## Recorded data:
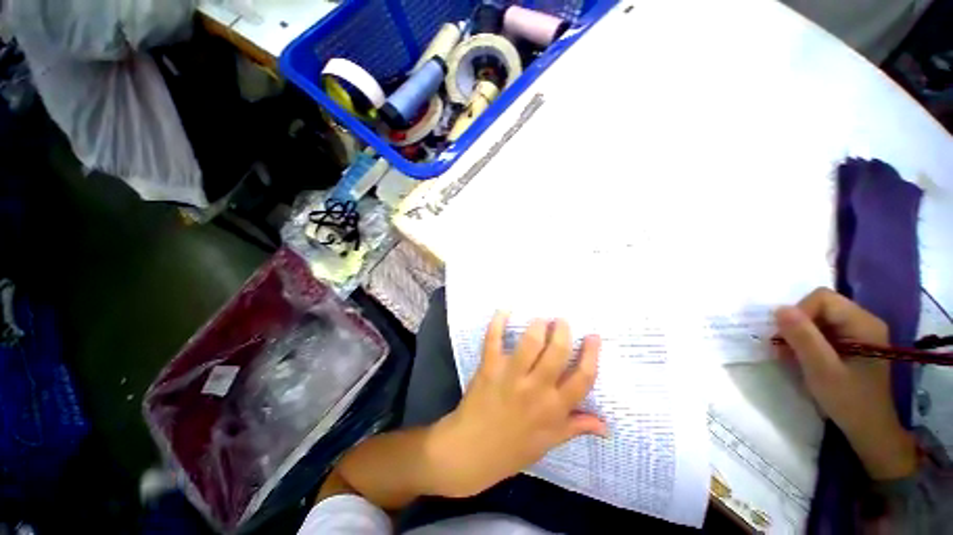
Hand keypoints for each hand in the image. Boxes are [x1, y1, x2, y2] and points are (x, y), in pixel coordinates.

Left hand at [428, 313, 604, 497]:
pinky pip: (494, 339)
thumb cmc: (512, 449)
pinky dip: (498, 322)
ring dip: (538, 325)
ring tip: (541, 319)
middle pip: (557, 352)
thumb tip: (606, 425)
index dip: (591, 354)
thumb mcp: (549, 443)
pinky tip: (504, 310)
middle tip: (561, 321)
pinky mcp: (489, 367)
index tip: (593, 336)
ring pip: (530, 342)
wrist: (471, 451)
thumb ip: (576, 427)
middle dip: (563, 330)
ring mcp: (511, 376)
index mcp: (554, 408)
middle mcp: (536, 389)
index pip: (583, 378)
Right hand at [775, 288, 916, 480]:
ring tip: (792, 355)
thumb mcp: (822, 370)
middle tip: (785, 348)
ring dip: (800, 334)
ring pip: (819, 318)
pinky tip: (803, 357)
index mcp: (863, 323)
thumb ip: (803, 338)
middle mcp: (864, 320)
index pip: (822, 299)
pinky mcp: (853, 342)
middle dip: (797, 324)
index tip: (787, 338)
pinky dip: (808, 341)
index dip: (799, 313)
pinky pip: (823, 329)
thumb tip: (779, 309)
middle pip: (820, 306)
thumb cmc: (849, 401)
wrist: (869, 429)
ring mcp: (859, 331)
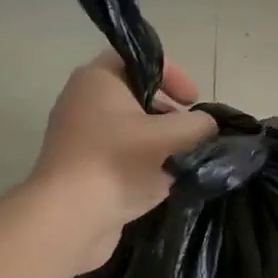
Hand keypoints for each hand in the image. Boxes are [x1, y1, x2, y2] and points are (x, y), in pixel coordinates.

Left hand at [31, 52, 217, 270]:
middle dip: (169, 112)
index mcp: (98, 79)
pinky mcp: (82, 166)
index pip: (141, 60)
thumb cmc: (117, 163)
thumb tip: (207, 126)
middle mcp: (84, 100)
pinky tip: (161, 181)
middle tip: (191, 131)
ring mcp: (80, 135)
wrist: (69, 218)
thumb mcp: (169, 137)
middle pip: (137, 94)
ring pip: (130, 127)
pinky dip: (142, 162)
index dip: (173, 74)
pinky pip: (120, 153)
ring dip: (159, 140)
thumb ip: (197, 125)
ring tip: (181, 159)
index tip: (193, 101)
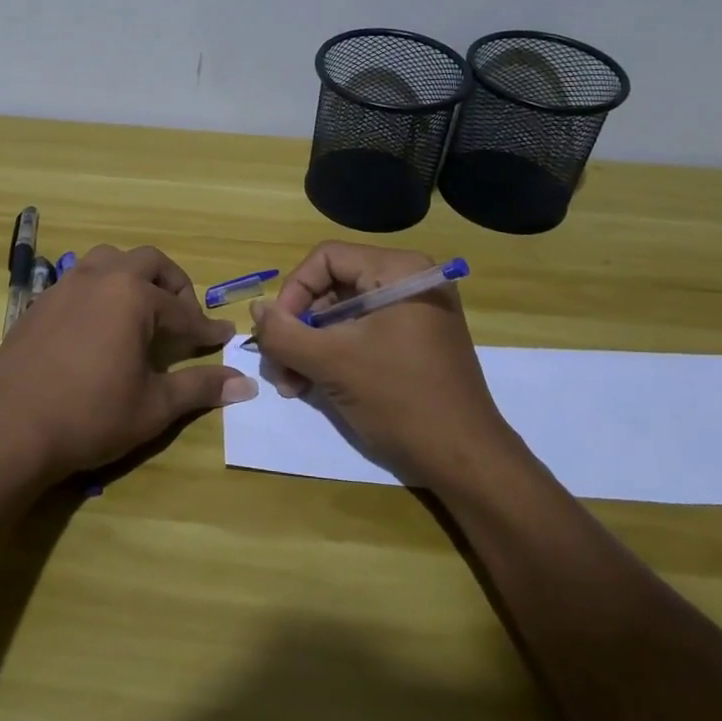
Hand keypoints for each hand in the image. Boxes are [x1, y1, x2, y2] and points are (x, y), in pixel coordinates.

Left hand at [0, 245, 257, 481]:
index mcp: (132, 296)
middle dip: (173, 285)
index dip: (205, 328)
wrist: (9, 427)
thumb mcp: (153, 406)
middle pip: (147, 262)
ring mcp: (64, 287)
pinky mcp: (39, 304)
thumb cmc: (90, 415)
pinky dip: (100, 291)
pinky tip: (99, 326)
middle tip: (183, 317)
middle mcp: (100, 278)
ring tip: (140, 310)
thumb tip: (245, 384)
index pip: (182, 310)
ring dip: (132, 277)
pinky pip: (78, 281)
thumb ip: (199, 388)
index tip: (223, 338)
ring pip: (107, 261)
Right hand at [249, 241, 513, 483]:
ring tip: (292, 386)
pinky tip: (312, 387)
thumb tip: (255, 309)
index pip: (326, 258)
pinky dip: (334, 356)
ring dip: (309, 347)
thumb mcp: (331, 362)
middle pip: (332, 287)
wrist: (466, 461)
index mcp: (399, 271)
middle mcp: (409, 282)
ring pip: (342, 315)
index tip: (276, 332)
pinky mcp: (414, 342)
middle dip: (299, 328)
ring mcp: (414, 314)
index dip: (293, 291)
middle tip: (279, 367)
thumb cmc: (399, 400)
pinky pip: (361, 335)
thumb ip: (284, 332)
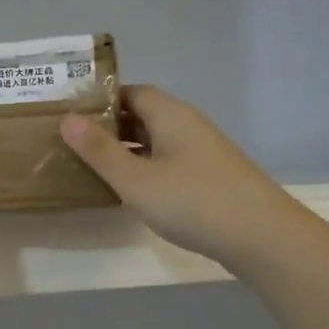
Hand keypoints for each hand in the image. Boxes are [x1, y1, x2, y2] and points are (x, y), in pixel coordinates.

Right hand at [62, 86, 299, 271]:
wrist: (261, 236)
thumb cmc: (193, 202)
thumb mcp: (137, 179)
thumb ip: (100, 151)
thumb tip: (67, 119)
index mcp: (170, 115)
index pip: (130, 92)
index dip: (99, 101)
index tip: (69, 116)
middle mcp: (187, 126)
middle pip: (142, 116)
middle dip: (108, 127)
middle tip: (71, 144)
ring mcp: (201, 153)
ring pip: (155, 142)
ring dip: (125, 151)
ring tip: (90, 168)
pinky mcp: (208, 178)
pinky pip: (167, 163)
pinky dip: (144, 170)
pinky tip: (128, 192)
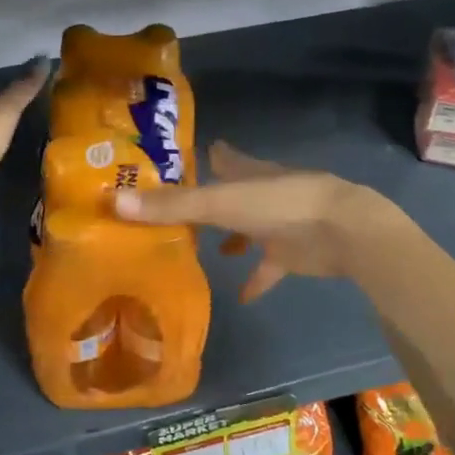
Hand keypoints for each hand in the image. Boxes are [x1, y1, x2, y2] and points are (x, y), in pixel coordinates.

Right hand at [113, 141, 396, 300]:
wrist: (342, 230)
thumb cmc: (279, 205)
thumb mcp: (219, 204)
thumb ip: (171, 206)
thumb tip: (113, 201)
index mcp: (246, 172)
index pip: (220, 158)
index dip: (201, 158)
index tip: (176, 162)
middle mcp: (261, 193)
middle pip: (230, 194)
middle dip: (207, 201)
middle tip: (174, 212)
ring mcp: (279, 223)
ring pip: (247, 229)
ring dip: (230, 239)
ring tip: (203, 250)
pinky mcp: (292, 253)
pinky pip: (268, 268)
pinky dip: (255, 279)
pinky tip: (239, 296)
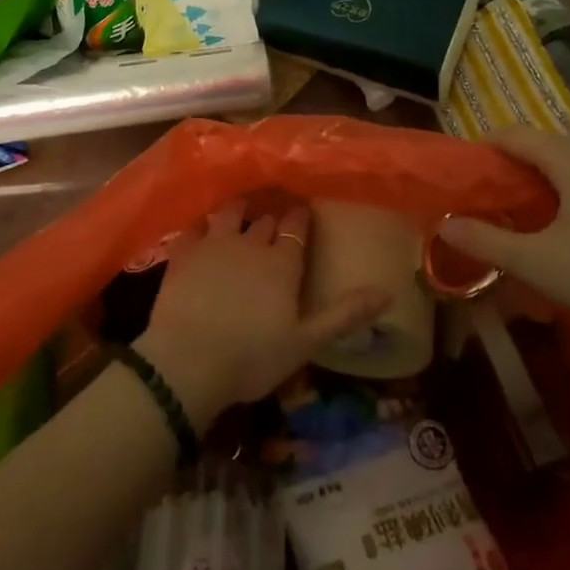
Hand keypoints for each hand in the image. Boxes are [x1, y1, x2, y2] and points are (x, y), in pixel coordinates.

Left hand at [136, 200, 387, 425]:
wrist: (188, 361)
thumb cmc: (252, 357)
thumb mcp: (306, 342)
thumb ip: (345, 314)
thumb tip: (387, 292)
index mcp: (282, 264)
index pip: (297, 228)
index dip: (301, 218)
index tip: (304, 211)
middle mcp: (250, 244)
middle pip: (265, 221)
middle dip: (272, 217)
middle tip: (275, 218)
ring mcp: (213, 244)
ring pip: (230, 213)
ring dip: (239, 209)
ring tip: (242, 208)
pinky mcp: (182, 253)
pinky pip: (194, 227)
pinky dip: (201, 224)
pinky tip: (202, 226)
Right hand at [439, 128, 569, 373]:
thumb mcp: (536, 261)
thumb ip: (485, 240)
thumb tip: (443, 223)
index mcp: (569, 158)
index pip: (513, 134)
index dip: (481, 147)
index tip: (458, 174)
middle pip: (537, 144)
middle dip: (503, 163)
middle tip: (476, 194)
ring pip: (560, 162)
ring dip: (529, 178)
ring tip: (506, 208)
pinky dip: (554, 189)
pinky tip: (548, 222)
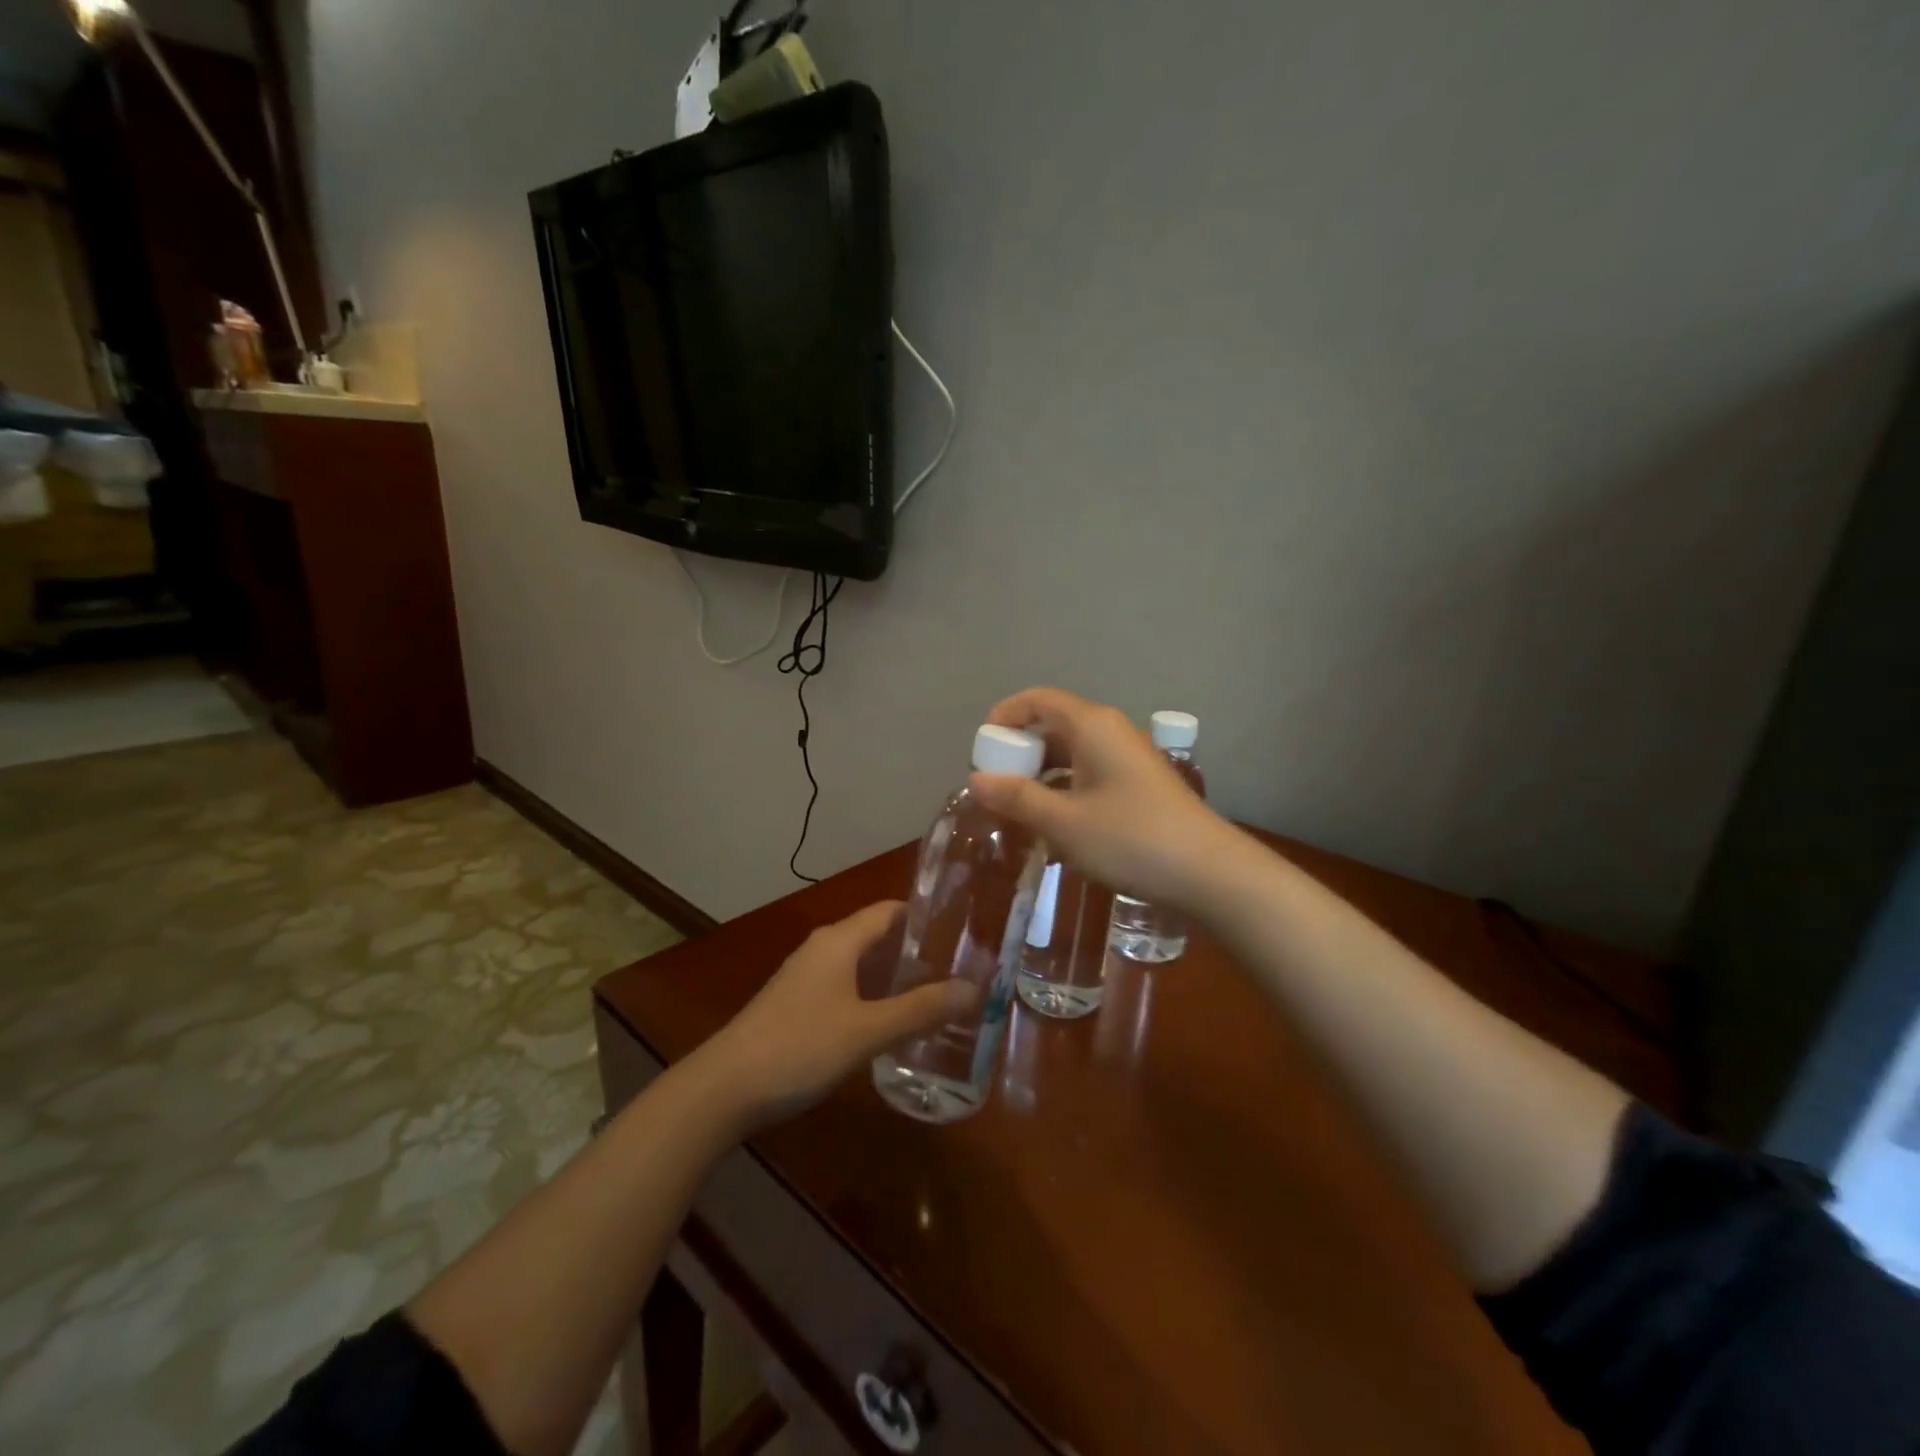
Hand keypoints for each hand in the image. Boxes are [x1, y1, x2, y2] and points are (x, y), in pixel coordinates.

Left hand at [694, 902, 975, 1130]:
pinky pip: (845, 987)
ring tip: (935, 995)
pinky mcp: (795, 1005)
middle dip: (915, 950)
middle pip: (877, 935)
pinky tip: (890, 1022)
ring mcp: (805, 977)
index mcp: (839, 941)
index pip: (889, 910)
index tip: (963, 931)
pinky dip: (872, 995)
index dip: (925, 916)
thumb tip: (973, 989)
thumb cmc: (799, 1047)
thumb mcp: (867, 1031)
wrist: (722, 1089)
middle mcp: (822, 949)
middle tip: (959, 969)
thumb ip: (919, 1010)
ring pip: (860, 964)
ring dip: (893, 976)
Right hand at [970, 687, 1244, 910]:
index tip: (982, 747)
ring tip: (1019, 812)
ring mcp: (1129, 759)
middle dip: (1021, 753)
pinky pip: (1091, 775)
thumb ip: (1017, 798)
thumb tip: (976, 780)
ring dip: (1043, 777)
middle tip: (995, 787)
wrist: (1208, 873)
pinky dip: (1066, 791)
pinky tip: (1056, 827)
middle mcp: (1111, 732)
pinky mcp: (1140, 786)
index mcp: (1092, 725)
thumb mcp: (1063, 822)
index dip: (1006, 716)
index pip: (1039, 699)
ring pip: (1073, 755)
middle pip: (1055, 726)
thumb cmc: (1130, 839)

## Aim of the exercise:
Where a line of the listing includes the word "wrist", it counts; say how many such lines there are and nothing more.

## Task solution:
10